-- Records to use --
=== Begin Enclosure ===

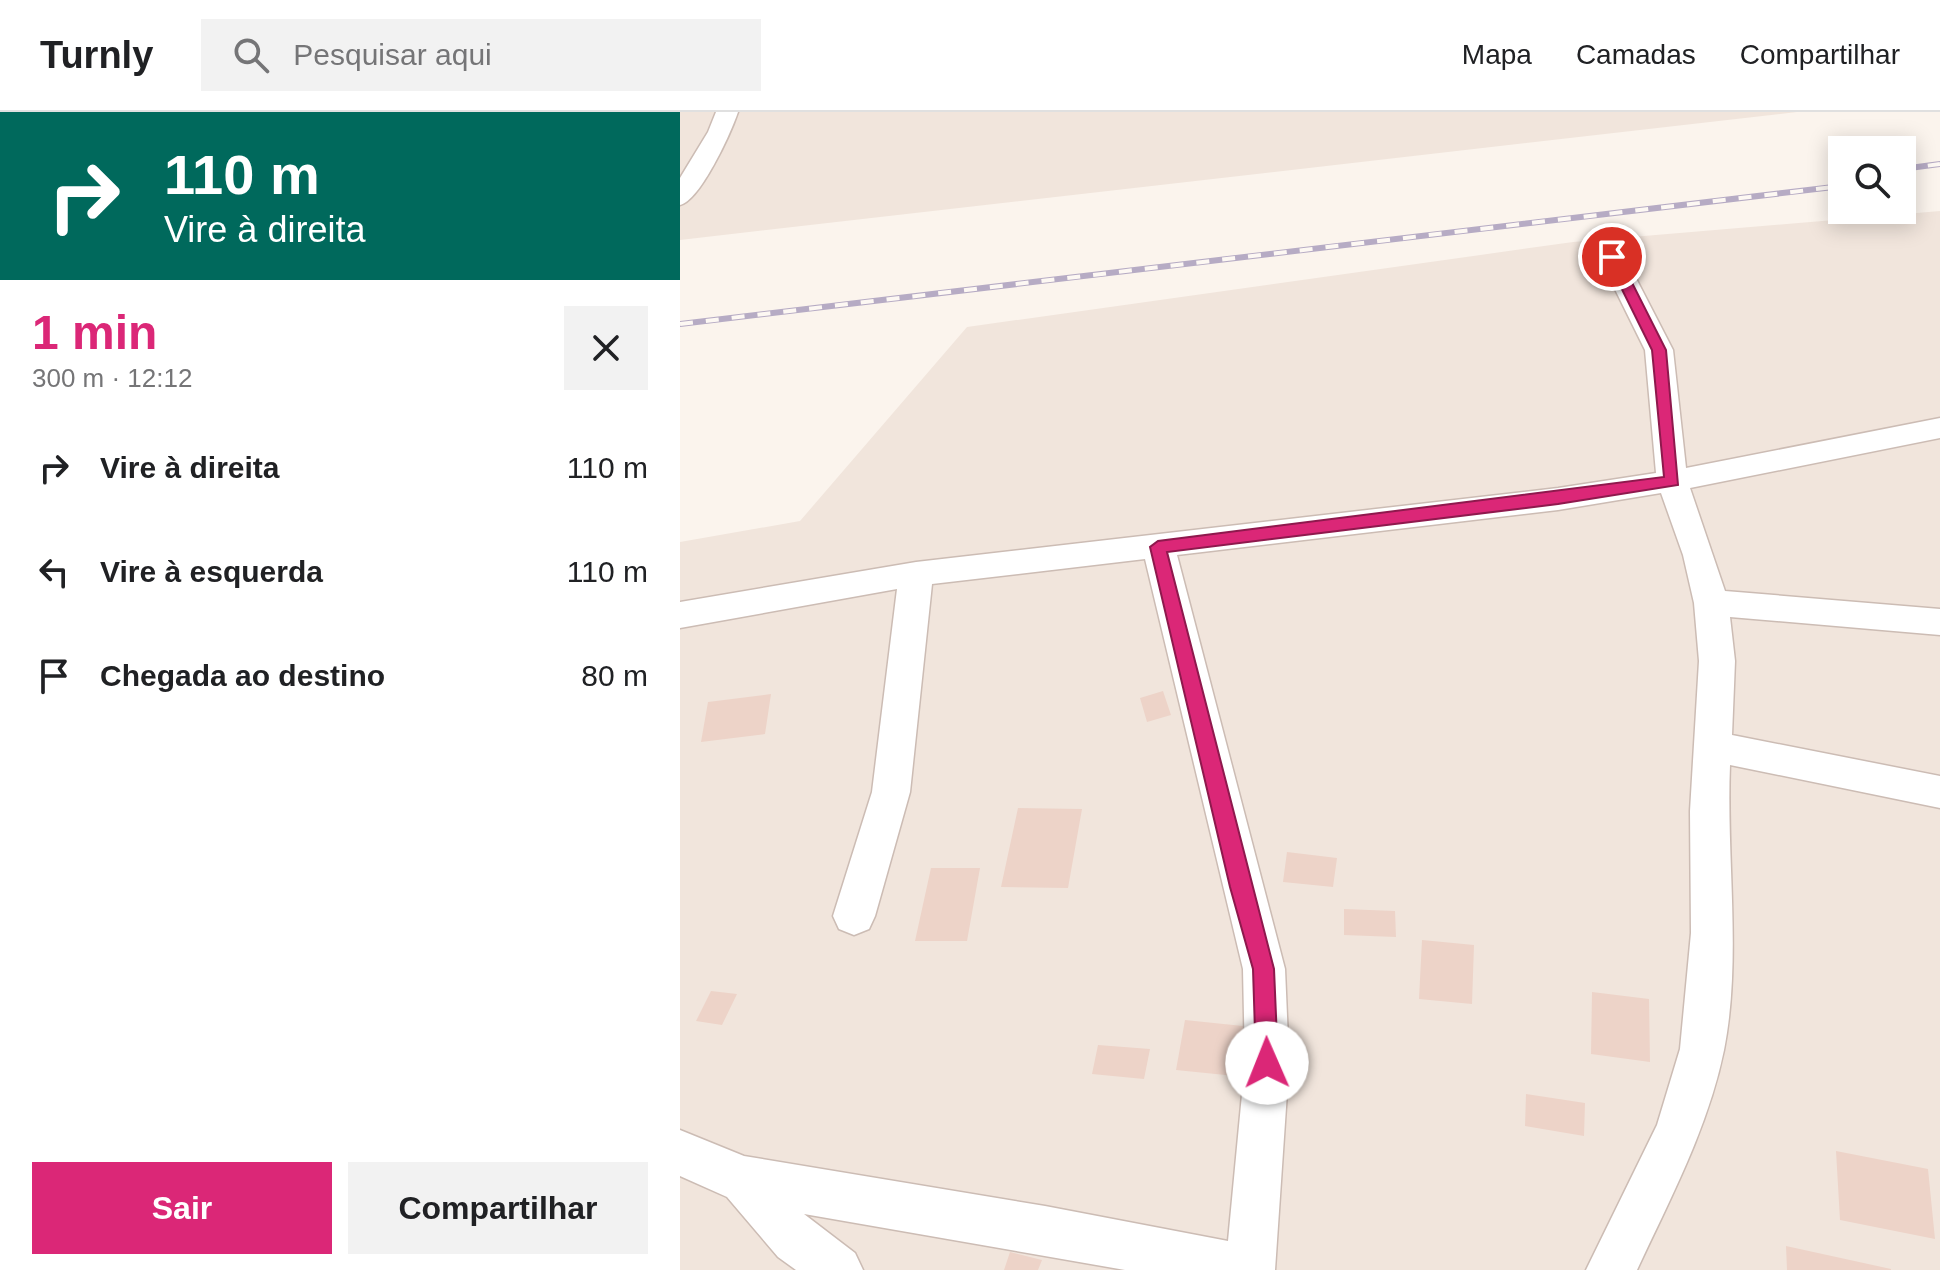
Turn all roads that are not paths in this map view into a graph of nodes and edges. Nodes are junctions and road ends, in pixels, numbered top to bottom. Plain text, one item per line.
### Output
1 (727, 112) edge
2 (680, 198) edge
3 (1612, 257) dead end
4 (1940, 428) edge
5 (1672, 481) junction
6 (1158, 547) junction
7 (916, 574) junction
8 (1711, 603) junction
9 (680, 615) edge
10 (1940, 622) edge
11 (1712, 746) junction
12 (1940, 792) edge
13 (854, 916) dead end
14 (680, 1153) edge
15 (744, 1180) junction
16 (838, 1270) edge
17 (1250, 1270) edge
18 (1611, 1270) edge

1 - 2 street
3 - 5 street
4 - 5 street
5 - 6 street
5 - 8 street
6 - 7 street
6 - 17 street
7 - 9 street
7 - 13 street
8 - 10 street
8 - 11 street
11 - 12 street
11 - 18 street
14 - 15 street
15 - 16 street
15 - 17 street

=== End Enclosure ===

-- Work required --
Produce a verbatim copy of the listing, leaving out all pictures.

-- Output of the task --
Turn all roads that are not paths in this map view into a graph of nodes and edges. Nodes are junctions and road ends, in pixels, numbered top to bottom. Plain text, one item per line.
### Output
1 (727, 112) edge
2 (680, 198) edge
3 (1612, 257) dead end
4 (1940, 428) edge
5 (1672, 481) junction
6 (1158, 547) junction
7 (916, 574) junction
8 (1711, 603) junction
9 (680, 615) edge
10 (1940, 622) edge
11 (1712, 746) junction
12 (1940, 792) edge
13 (854, 916) dead end
14 (680, 1153) edge
15 (744, 1180) junction
16 (838, 1270) edge
17 (1250, 1270) edge
18 (1611, 1270) edge

1 - 2 street
3 - 5 street
4 - 5 street
5 - 6 street
5 - 8 street
6 - 7 street
6 - 17 street
7 - 9 street
7 - 13 street
8 - 10 street
8 - 11 street
11 - 12 street
11 - 18 street
14 - 15 street
15 - 16 street
15 - 17 street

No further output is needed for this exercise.